[PATCH liburing 10/11] overflow: add tests

Dylan Yudaken <dylany@xxxxxx> · Mon, 15 Aug 2022 06:09:46 -0700

Add tests that verify that overflow conditions behave appropriately.
Specifically:
 * if overflow is continually flushed, then CQEs should arrive mostly in
 order to prevent starvation of some completions
 * if CQEs are dropped due to GFP_ATOMIC allocation failures it is
 possible to terminate cleanly.

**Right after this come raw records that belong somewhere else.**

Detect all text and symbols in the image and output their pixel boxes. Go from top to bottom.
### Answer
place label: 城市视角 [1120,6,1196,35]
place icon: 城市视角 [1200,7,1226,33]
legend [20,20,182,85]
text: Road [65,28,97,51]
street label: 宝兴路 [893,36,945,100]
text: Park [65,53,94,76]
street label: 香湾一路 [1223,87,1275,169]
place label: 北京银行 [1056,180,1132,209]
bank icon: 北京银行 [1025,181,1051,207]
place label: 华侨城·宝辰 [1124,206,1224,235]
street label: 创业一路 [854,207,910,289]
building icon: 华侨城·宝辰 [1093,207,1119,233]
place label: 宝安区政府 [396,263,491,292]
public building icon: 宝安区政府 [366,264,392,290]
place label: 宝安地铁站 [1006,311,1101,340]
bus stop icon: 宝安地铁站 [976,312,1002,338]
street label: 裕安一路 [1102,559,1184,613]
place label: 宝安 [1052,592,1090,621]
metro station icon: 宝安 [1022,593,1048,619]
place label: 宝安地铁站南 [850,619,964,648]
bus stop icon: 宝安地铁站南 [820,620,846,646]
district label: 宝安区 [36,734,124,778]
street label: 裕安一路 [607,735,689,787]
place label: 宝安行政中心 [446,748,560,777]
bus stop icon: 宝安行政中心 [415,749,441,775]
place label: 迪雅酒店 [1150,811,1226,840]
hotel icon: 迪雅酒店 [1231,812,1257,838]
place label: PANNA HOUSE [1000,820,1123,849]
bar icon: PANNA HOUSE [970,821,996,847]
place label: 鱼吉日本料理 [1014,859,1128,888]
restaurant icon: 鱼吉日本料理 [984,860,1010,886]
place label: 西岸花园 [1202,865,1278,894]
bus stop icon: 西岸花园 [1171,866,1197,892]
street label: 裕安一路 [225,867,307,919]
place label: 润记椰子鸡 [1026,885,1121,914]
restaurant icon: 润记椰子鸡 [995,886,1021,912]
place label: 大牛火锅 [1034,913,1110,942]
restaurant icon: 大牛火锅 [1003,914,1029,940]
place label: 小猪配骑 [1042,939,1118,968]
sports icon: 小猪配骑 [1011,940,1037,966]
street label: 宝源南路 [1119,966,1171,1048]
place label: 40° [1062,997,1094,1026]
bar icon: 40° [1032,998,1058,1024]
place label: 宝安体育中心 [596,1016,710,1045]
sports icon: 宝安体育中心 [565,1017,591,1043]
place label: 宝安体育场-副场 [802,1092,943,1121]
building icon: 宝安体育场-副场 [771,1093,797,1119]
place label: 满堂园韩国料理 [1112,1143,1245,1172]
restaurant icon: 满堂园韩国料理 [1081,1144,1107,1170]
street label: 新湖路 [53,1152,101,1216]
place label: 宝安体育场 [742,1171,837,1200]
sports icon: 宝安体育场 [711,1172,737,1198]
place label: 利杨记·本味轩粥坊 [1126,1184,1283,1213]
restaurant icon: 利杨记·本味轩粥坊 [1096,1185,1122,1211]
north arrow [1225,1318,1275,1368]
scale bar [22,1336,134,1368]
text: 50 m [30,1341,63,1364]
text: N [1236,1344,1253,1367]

This is not tested by default as it
 requires debug kernel config, and also has system-wide effects

Signed-off-by: Dylan Yudaken <dylany@xxxxxx>
---
 test/cq-overflow.c | 248 +++++++++++++++++++++++++++++++++++++++++++--
 1 file changed, 241 insertions(+), 7 deletions(-)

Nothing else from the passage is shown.